Pai – We keep hearing that Traditional Chinese Medicine (TCM) is the single biggest guzzler of wildlife products. Is this for real or a myth?

Grace – It is real but a paradox. I am a believer in the quintessential TCM that originated as preventive medicine in ancient China. The original TCM pharmacopeia comprised of 97% plant and mineral ingredients and 3% animal ingredients. When rendered topsy-turvy by traders to trap gullible public it is a commentary on the social mores and not the fault of the medical system. The Chinese people tend to think if the bone structure of the tiger makes it strong, stealthy and sublime, a piece of that bone would be a good cure for one’s arthritis. Exploiting the consumer ignorance and diehard belief, wildlife farming businesses grew exponentially. Under the disguise of “conservation” and “promoting health”, large scale tiger farms speed-breed tigers solely for the trade of their parts and products. I reckon there might be close to 8,000 hybridized tigers, ligers bred in at least 6 farms in China. It is pathetic to view such tame animals in overcrowded enclosures with no genetic potential whatsoever and not a chance to go back into the wild. I have walked with my hair standing on end over cellars holding 400 tiger carcasses soaked in wine. Trading tiger parts from captive tigers further stimulate demand; confuse consumers and fuels poaching of wild tigers.

Pai – Have you faced a threat or feared retribution from anyone because of your life’s work?

Grace – For sure. I have been sued by tiger farms in China. I am a thorn in the flesh of the wildlife trade lobby at the CITES conferences. But I fear no one because my cause is just and it is conservation.

Pai – How can we usher in a change to stanch the flow of wildlife products into China?

Grace – The way to change China is within China. Much as bureaucrats in China would collude with the wildlife trade industry to allow exploitation of animals thrive, the lay public would eschew trade in wildlife products if such an appeal is made to them.  This is the core of my work at IFAW and our campaign is beginning to show results.

Pai – What do you consider your finest moment in the fight against wildlife trade and consumption?
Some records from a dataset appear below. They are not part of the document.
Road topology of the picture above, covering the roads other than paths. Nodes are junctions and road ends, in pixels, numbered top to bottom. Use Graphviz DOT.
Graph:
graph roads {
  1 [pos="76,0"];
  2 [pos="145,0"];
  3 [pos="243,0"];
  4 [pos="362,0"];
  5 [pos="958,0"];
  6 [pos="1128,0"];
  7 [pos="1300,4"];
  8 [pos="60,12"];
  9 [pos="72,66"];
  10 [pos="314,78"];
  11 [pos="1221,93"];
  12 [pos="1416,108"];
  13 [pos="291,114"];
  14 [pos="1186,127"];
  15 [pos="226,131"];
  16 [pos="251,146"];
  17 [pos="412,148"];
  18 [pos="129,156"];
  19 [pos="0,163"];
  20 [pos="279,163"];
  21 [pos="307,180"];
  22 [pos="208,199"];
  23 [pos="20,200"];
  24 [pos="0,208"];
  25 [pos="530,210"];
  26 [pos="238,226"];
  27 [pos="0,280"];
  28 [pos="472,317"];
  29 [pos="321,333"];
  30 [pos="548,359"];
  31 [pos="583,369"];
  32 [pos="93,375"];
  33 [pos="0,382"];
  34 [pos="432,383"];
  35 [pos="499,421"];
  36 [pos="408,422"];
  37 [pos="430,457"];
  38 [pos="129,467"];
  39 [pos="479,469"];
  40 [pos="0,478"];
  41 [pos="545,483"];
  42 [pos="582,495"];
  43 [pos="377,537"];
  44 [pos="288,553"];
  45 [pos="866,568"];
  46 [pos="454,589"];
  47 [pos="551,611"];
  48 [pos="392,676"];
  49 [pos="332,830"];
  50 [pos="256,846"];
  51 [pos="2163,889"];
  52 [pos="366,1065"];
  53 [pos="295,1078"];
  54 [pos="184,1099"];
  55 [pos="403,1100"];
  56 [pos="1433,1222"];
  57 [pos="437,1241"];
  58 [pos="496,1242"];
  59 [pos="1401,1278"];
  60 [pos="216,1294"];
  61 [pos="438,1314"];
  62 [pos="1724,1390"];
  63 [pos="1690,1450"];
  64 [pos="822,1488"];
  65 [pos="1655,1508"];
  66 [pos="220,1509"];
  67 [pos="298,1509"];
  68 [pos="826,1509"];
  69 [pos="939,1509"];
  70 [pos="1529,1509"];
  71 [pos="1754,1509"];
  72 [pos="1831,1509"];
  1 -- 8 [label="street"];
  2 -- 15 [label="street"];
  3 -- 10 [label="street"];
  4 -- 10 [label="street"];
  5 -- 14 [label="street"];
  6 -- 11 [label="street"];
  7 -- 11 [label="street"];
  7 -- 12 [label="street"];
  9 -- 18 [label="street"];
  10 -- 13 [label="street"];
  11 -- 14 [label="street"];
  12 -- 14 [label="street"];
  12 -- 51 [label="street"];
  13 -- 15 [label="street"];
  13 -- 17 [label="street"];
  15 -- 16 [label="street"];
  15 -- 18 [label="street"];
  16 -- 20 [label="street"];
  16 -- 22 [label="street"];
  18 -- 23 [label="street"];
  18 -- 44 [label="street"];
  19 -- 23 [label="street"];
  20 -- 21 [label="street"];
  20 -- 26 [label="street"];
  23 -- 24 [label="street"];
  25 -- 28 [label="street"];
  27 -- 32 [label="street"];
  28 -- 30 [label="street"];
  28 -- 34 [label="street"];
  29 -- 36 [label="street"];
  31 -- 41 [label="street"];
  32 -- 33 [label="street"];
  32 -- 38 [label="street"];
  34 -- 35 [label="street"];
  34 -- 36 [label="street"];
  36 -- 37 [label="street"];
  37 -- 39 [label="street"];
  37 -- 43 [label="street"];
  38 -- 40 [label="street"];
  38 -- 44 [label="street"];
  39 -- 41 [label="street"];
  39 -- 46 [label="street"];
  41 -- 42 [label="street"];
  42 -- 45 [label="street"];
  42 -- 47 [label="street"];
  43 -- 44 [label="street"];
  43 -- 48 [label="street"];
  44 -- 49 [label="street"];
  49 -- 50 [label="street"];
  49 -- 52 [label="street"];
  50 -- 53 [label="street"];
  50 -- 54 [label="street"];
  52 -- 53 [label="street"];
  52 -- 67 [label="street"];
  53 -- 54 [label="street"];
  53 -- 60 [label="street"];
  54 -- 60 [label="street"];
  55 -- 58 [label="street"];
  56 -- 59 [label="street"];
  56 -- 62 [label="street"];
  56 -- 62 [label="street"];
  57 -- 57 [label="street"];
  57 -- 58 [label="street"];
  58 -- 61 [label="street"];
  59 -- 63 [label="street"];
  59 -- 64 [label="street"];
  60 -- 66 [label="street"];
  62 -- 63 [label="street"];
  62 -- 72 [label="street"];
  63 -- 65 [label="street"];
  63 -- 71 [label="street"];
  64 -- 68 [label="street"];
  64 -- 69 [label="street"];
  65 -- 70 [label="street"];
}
Grace  - Our “Ma I have teeth” campaign is one such (see picture). In it we depicted an elephant calf unbeknownst telling her mother about its new teeth. Yet, the elephant mother knew her baby having teeth means killing and death to their families. The poster struck a chord with millions, especially youngsters who took to the social media to express their outrage against elephant killings for ivory.

In December 2011, we got wind of an auction in a hotel near IFAW China Office and its inventory included 400 bottles of tiger wine, ivory carvings and rhino carvings. We reported the auction to the authorities and had it banned with an administrative order. In 2012, mainland China’s auction volume decreased by 40% and a study showed ivory sales in auction decreased by 90%, triggering the drop in ivory price in China. These policy developments give me renewed hope and confidence that clear laws banning ivory trade and reducing market supply can help reduce consumer demand.

The “Ma, I have teeth” campaign. Photo credit: Grace Ge Gabriel/IFAW.

Pai – Tell us about your association with peers in Africa

Grace –IFAW’s behavior change campaign in China advocating policy to shut down ivory markets, and raise consumer awareness about the elephant poaching crisis have received support from conservation organizations in Africa. With funding from Elephant Crisis Fund administered by Save the Elephants, IFAW was able to implement a key component of the campaign to mobilize society to stigmatize ivory trade.

Pai – What were the outcomes of CITES 2016 for African elephants?

Grace – African elephants got some reprieve as CITES Parties rejected the proposals to allow more trade in ivory and adopted resolutions calling countries to close their domestic ivory markets and conduct demand reduction campaigns. However, a proposal from a dozen African elephant range states to put all elephant populations back on Appendix I, in a bid to reduce poaching risks to elephants from ivory trade, was not approved.  So, elephants across their range states continue to be exposed to criminal syndicates reaping huge profits from killing elephants just for their tusks.